La memoria “vegetale” che racconta di noi e migliora il domani (salvandoci dalla crisi?)

La memoria “vegetale” che racconta di noi e migliora il domani (salvandoci dalla crisi?)

MemoriALE – “Il luogo della memoria universale, dove un giorno potrai trovare quello che gli altri han letto prima di te”, così Umberto Eco definì le biblioteche nella lectio magistralis che inaugurava la nostra, finalmente ristrutturata, nel febbraio del 2007. 
La nascita ufficiale della biblioteca civica alessandrina risale al 1806, nonostante sia da ricordare il tentativo tardo settecentesco di costituirne una ad uso pubblico da parte del vescovo De Rossi (andato a vuoto per motivi economici). Nel periodo napoleonico, con la soppressione delle corporazioni religiose, il Comune di Alessandria ottenne i fondi librari delle biblioteche conventuali e furono proprio questi che andarono a costituire il nucleo originale della raccolta. La prima sede fu la casa dei Barnabiti di Sant’Alessandro (oggi l’Istituto Leonardo da Vinci). Attraverso la prima metà del 1800 e con la Restaurazione la biblioteca visse degli alti e bassi. Nel 1820 fu trasferita nell’ex monastero della Margherita (sede, un tempo, della scuola media Manzoni) ed infine, nel 1858, trovò collocazione definitivamente insieme al Museo e alla Pinacoteca nel vecchio macello pubblico.
Gli ultimi decenni dell’Ottocento ed i primi del Novecento corrispondono al periodo più fiorente per questa istituzione, che tuttavia ebbe sempre problemi legati all’esiguità dei finanziamenti elargiti dall’amministrazione locale. Fu sempre poco, a quanto pare, anche l’interesse della cittadinanza e della stampa, nonostante vi siano custodite anche opere di valore, come dei codici manoscritti risalenti al XIII e XVI secolo e stampe rare del 1400 e 1500.
Anche recentemente la biblioteca ha vissuto e vive limitazioni e disagi, pur essendo diventata, dalla sua riapertura, un punto di riferimento per tanti cittadini. Un’istituzione importantissima: qui viene custodita, sempre citando l’intervento di Umberto Eco, la memoria vegetale, un patrimonio fondamentale per la nostra identità individuale e collettiva. Il libro infatti non solo racconta con le parole, ma anche con i materiali di cui è composto, con gli odori che emana, con le grafiche che lo contraddistinguono, con il suo stato di conservazione. Elementi collaterali che possono dirci molte cose su di un’epoca passata e sul nostro territorio.
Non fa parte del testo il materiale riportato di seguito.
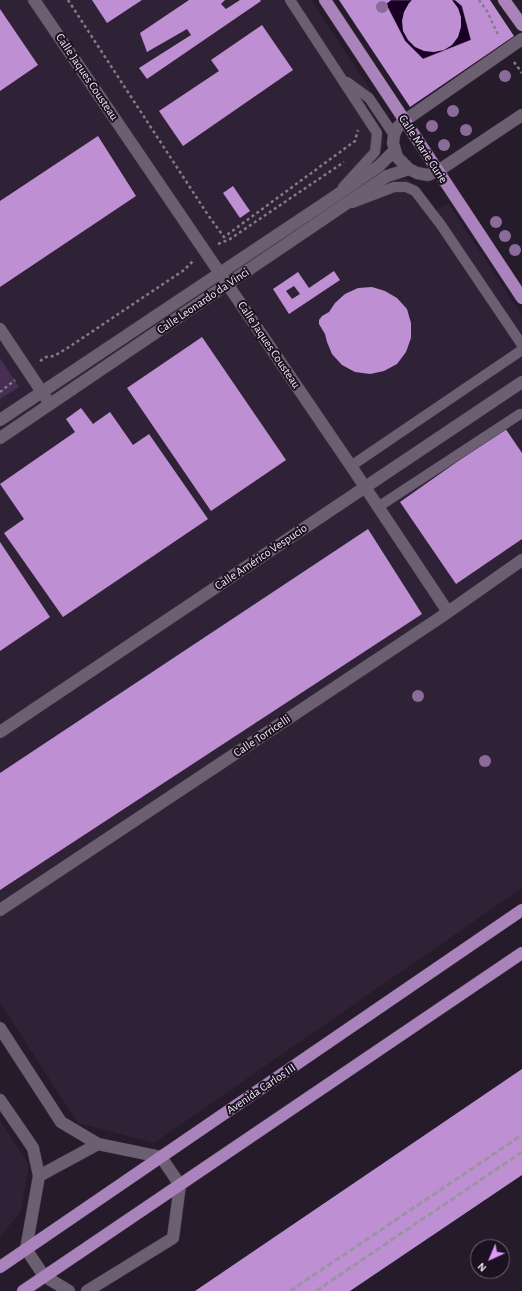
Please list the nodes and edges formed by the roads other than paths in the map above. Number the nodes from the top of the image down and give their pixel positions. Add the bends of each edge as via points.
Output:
1 (34, 0) edge
2 (290, 0) edge
3 (325, 0) edge
4 (504, 0) edge
5 (522, 25) edge
6 (522, 39) edge
7 (342, 78) junction
8 (522, 115) edge
9 (404, 121) junction
10 (394, 135) junction
11 (395, 150) junction
12 (409, 169) junction
13 (438, 171) junction
14 (334, 197) junction
15 (343, 206) junction
16 (221, 273) junction
17 (228, 284) junction
18 (522, 298) edge
19 (0, 330) edge
20 (522, 345) edge
21 (522, 350) edge
22 (522, 382) edge
23 (42, 392) junction
24 (50, 404) junction
25 (522, 414) edge
26 (0, 420) edge
27 (0, 438) edge
28 (351, 466) junction
29 (365, 487) junction
30 (378, 507) junction
31 (522, 560) edge
32 (448, 612) junction
33 (0, 732) edge
34 (0, 910) edge
35 (522, 910) edge
36 (522, 953) edge
37 (0, 1028) edge
38 (0, 1100) edge
39 (98, 1144) junction
40 (161, 1157) junction
41 (39, 1176) junction
42 (180, 1185) junction
43 (26, 1249) junction
44 (0, 1267) edge
45 (44, 1276) junction
46 (22, 1291) edge
47 (69, 1291) edge
48 (87, 1291) edge

1 - 16 street, Calle Jaques Cousteau
2 - 7 lane
3 - 9 main road, Calle Marie Curie
4 - 5 main road
6 - 9 street
7 - 10 lane via 369,98
7 - 14 lane via 377,133 375,152
8 - 13 street
9 - 10 street
9 - 13 main road, Calle Marie Curie
10 - 11 street
11 - 12 street via 397,157
11 - 14 street, Calle Leonardo da Vinci via 379,166
12 - 13 street via 428,174
12 - 15 street, Calle Leonardo da Vinci via 386,176
13 - 18 main road, Calle Marie Curie
14 - 16 street, Calle Leonardo da Vinci
15 - 17 street, Calle Leonardo da Vinci
15 - 20 lane via 394,187 406,187 415,191
16 - 17 street, Calle Jaques Cousteau
16 - 23 street, Calle Leonardo da Vinci
17 - 24 street, Calle Leonardo da Vinci
17 - 28 street, Calle Jaques Cousteau
19 - 23 street
21 - 28 lane
22 - 29 street, Calle Américo Vespucio
23 - 24 street
23 - 26 street, Calle Leonardo da Vinci
24 - 27 street, Calle Leonardo da Vinci
25 - 30 lane
28 - 29 street, Calle Jaques Cousteau
29 - 30 street, Calle Jaques Cousteau
29 - 33 street, Calle Américo Vespucio
30 - 32 street, Calle Jaques Cousteau
31 - 32 street, Calle Torricelli
32 - 34 street, Calle Torricelli
35 - 40 main road, Avenida Carlos III
36 - 42 main road
37 - 39 street via 62,1122
38 - 41 street via 33,1148
39 - 40 street
39 - 41 street
40 - 42 street
40 - 43 main road, Avenida Carlos III
41 - 43 street
42 - 45 main road
42 - 48 street via 173,1238
43 - 44 main road, Avenida Carlos III
43 - 45 street
45 - 46 main road
45 - 47 street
In questo modo il libro diventa un tramite tra i tempi, un ponte fra presente, passato e futuro ed uno strumento per arricchire la nostra esperienza di vita.
La biblioteca, insomma, è uno dei luoghi di più comodo ed economico accesso per tutti alla cultura, in un Paese come il nostro in cui spesso la carenza di quest’ultima non permette ai cittadini di sviluppare quel senso critico che dona consapevolezza al proprio agire. Nel 2011 e 2012, rilevano le indagini Istat, i lettori italiani sono diminuiti, quando già la nostra posizione nella classifica europea non era ottimale.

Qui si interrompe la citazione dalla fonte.